Giter Site home page Giter Site logo

Comments (16)

tshort avatar tshort commented on August 20, 2024

In addition to the commit just made for column-based indexes, another option for this is pandas/data.table style indexing where the whole DataFrame is sorted based on keys. In pandas, the indexing is separate from the DataFrame. In data.table, the key columns are columns in the DataFrame.
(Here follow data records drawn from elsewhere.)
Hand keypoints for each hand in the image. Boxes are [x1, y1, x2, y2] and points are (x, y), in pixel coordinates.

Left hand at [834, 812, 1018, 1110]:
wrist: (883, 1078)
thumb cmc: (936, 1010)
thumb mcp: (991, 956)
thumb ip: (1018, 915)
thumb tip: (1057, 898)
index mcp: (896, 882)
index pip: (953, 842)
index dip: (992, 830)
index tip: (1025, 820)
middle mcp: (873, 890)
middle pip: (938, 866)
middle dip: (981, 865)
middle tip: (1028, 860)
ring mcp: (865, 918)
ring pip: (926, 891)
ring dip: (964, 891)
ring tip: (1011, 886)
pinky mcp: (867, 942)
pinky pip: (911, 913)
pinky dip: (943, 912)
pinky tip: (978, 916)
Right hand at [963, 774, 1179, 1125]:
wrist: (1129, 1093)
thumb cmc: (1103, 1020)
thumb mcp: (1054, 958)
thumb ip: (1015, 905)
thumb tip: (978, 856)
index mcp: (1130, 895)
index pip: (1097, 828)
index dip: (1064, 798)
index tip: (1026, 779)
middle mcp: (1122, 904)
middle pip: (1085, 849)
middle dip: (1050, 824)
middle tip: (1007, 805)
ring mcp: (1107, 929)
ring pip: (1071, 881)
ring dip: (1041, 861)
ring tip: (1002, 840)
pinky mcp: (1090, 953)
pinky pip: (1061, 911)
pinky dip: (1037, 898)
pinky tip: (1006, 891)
Either way, we would need to add extra fields to the definition of a DataFrame, and both would complicate indexing.

Keeping indexing with columns has advantages:

  • Column ordering is less likely to be messed up inadvertantly.
  • Multiple columns can be indexed; there's no main key grouping.
  • More flexible logic combinations are possible.
  • You can mix and match keyed and non-keyed comparisons.
  • The DataFrame structure and indexing are not disturbed.
  • It's probably less coding and maintenance than the approach below.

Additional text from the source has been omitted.